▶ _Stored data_
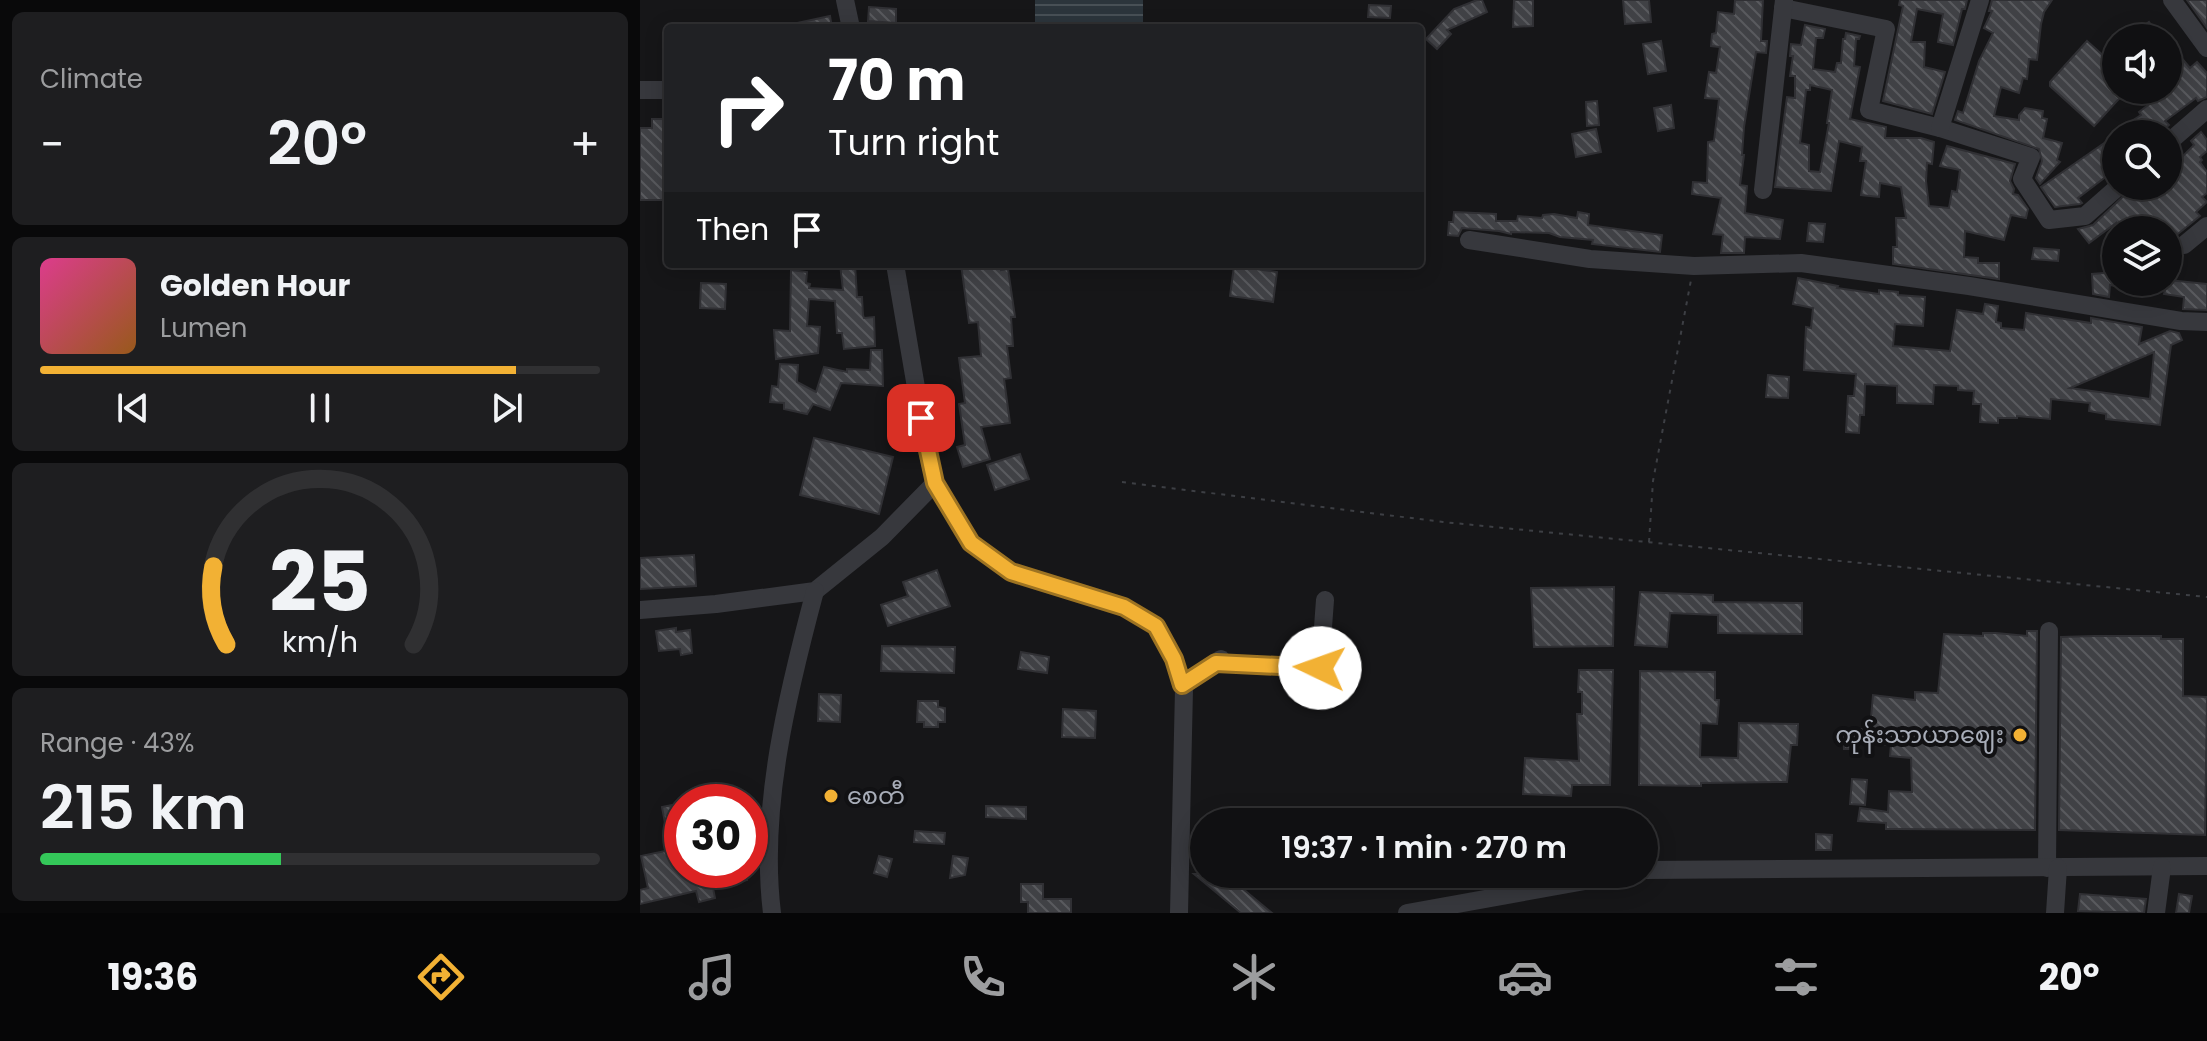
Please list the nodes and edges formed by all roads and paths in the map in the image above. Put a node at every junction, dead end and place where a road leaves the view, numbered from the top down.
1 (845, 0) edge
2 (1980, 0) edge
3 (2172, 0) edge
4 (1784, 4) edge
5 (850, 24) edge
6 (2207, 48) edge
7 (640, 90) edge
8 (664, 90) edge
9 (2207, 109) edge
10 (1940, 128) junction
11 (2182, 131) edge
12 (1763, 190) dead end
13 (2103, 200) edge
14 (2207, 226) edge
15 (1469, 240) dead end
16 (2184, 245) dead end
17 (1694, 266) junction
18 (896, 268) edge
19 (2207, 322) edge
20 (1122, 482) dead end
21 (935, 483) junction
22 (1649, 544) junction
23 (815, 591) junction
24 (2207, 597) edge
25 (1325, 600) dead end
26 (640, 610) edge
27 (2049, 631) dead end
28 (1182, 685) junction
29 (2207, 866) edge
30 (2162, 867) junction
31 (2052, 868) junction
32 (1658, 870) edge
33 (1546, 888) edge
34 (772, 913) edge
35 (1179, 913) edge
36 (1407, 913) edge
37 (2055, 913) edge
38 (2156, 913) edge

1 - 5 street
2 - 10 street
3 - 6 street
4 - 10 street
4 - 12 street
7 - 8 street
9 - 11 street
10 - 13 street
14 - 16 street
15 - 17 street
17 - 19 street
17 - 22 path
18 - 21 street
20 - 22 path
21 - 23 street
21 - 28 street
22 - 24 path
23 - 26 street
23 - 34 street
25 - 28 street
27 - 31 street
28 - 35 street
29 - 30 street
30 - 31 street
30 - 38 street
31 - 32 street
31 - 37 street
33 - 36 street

▶ _Task brief_
What is needed is every line of the records above that contains the word "dead".

▶ _Response box_
Please list the nodes and edges formed by all roads and paths in the map in the image above. Put a node at every junction, dead end and place where a road leaves the view, numbered from the top down.
12 (1763, 190) dead end
15 (1469, 240) dead end
16 (2184, 245) dead end
20 (1122, 482) dead end
25 (1325, 600) dead end
27 (2049, 631) dead end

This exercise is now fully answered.